··· AVAILABLE RECORDS

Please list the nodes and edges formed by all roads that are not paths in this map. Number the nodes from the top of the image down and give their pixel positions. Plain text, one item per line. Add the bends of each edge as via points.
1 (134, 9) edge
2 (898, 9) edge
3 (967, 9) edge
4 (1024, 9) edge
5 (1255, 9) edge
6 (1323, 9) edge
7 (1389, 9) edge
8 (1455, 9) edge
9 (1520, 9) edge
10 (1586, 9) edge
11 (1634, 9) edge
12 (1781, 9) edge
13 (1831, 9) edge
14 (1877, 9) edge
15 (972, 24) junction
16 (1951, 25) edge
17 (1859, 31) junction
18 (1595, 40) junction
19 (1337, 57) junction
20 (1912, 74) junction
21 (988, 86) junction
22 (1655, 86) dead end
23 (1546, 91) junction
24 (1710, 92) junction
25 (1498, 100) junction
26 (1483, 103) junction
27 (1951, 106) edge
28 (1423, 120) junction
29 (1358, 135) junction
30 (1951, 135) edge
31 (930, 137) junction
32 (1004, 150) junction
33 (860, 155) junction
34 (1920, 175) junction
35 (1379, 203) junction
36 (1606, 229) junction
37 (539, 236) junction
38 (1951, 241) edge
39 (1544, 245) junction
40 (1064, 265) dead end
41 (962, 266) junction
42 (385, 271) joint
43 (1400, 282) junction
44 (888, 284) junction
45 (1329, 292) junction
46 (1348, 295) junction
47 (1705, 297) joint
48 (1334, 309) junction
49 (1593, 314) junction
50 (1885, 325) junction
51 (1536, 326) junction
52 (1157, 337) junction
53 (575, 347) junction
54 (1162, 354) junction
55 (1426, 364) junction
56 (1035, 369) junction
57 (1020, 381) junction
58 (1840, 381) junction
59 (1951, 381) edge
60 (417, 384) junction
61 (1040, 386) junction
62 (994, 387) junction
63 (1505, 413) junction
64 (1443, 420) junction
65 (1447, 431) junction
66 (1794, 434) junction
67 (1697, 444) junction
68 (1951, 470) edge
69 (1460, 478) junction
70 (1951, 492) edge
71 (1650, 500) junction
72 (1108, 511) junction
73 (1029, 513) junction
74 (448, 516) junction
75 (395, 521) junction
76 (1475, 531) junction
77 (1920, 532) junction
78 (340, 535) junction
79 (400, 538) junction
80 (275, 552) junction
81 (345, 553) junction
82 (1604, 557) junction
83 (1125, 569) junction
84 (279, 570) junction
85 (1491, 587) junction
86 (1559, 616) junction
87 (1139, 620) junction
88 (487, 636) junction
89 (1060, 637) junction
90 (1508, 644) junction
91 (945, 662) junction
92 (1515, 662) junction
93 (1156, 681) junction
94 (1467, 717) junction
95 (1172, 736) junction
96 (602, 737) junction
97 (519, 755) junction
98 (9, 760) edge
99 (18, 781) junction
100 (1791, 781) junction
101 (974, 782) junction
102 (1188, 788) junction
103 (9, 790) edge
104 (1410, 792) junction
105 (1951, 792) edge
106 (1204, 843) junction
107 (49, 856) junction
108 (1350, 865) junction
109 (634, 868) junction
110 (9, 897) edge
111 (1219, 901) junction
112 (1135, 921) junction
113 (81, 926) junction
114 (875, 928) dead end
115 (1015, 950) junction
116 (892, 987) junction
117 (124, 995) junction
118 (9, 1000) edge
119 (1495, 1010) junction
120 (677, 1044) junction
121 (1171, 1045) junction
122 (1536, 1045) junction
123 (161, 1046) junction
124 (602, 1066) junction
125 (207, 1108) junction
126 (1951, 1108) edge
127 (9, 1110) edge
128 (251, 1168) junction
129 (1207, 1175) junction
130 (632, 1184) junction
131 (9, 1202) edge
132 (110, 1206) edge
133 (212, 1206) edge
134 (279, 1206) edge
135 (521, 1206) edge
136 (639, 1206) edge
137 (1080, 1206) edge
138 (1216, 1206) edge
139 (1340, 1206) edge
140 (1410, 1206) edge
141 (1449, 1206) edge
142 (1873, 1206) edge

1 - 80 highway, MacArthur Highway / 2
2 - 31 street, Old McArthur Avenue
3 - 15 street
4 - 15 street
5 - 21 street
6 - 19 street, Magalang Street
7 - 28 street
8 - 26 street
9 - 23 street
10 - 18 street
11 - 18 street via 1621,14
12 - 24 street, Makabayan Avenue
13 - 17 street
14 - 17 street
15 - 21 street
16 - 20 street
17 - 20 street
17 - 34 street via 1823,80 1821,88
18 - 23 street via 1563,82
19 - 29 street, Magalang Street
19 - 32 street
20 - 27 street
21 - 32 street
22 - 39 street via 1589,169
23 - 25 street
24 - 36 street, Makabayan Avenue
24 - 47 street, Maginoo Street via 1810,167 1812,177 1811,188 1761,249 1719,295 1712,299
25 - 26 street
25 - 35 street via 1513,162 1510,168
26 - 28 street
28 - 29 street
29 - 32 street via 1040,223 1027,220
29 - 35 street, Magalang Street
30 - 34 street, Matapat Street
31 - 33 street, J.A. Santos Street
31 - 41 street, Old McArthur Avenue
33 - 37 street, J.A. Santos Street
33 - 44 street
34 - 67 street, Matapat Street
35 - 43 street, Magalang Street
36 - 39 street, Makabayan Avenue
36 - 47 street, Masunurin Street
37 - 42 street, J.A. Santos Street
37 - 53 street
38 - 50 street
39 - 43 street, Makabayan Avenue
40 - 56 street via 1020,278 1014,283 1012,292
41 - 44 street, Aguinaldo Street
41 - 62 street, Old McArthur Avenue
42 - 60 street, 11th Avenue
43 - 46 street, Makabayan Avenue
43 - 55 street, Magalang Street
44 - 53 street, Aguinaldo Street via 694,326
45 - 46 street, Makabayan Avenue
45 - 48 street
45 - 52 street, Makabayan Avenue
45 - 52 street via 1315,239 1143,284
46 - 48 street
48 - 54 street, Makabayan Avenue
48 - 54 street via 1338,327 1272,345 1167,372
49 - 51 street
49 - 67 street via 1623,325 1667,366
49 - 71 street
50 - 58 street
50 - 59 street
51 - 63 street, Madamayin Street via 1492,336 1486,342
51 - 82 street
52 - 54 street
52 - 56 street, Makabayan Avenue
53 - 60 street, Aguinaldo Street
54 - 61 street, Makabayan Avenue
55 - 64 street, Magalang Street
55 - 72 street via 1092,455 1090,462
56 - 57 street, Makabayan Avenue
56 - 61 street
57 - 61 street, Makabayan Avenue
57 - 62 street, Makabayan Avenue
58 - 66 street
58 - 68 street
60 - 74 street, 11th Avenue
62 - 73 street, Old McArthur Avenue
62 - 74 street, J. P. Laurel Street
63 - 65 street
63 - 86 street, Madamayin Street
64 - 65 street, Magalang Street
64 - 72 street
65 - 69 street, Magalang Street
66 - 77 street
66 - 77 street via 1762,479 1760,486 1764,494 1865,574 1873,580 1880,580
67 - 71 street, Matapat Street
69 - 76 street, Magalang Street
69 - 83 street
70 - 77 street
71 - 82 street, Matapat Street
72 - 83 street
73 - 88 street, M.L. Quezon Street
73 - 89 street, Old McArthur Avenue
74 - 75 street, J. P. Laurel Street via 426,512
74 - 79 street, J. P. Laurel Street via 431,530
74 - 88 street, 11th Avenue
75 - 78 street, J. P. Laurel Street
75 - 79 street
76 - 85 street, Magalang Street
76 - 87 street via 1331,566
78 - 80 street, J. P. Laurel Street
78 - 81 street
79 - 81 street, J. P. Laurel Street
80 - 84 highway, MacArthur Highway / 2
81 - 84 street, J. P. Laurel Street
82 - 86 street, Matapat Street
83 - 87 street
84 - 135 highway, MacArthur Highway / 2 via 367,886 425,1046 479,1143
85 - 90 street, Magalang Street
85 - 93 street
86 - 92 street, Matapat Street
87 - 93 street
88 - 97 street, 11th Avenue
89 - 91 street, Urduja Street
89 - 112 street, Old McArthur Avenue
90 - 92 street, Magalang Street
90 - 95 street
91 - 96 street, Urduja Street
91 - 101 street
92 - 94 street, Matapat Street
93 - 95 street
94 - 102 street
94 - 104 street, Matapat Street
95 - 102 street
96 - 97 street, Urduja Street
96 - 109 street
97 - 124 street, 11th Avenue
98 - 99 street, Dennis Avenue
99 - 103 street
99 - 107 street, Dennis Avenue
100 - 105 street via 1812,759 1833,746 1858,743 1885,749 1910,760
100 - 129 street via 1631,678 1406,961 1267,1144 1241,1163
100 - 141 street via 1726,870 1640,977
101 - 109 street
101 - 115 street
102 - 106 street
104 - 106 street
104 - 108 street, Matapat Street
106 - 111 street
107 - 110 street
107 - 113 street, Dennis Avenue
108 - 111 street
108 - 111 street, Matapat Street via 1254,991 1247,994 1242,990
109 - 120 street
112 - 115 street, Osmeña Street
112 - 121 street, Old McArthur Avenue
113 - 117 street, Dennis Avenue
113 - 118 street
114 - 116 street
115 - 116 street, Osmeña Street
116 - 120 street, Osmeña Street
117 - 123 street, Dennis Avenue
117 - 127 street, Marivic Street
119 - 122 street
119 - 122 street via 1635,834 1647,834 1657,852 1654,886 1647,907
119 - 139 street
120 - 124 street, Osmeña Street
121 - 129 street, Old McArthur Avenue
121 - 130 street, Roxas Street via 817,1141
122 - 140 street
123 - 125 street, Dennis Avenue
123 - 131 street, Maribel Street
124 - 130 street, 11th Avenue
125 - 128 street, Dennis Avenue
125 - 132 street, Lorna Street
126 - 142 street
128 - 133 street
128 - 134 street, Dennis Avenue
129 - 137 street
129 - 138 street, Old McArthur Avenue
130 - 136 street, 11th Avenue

······

→ AIM OF THE TASK: Lines in the data that include the word "Osmeña" should all be copied.

→ SOLVED PROBLEM:
112 - 115 street, Osmeña Street
115 - 116 street, Osmeña Street
116 - 120 street, Osmeña Street
120 - 124 street, Osmeña Street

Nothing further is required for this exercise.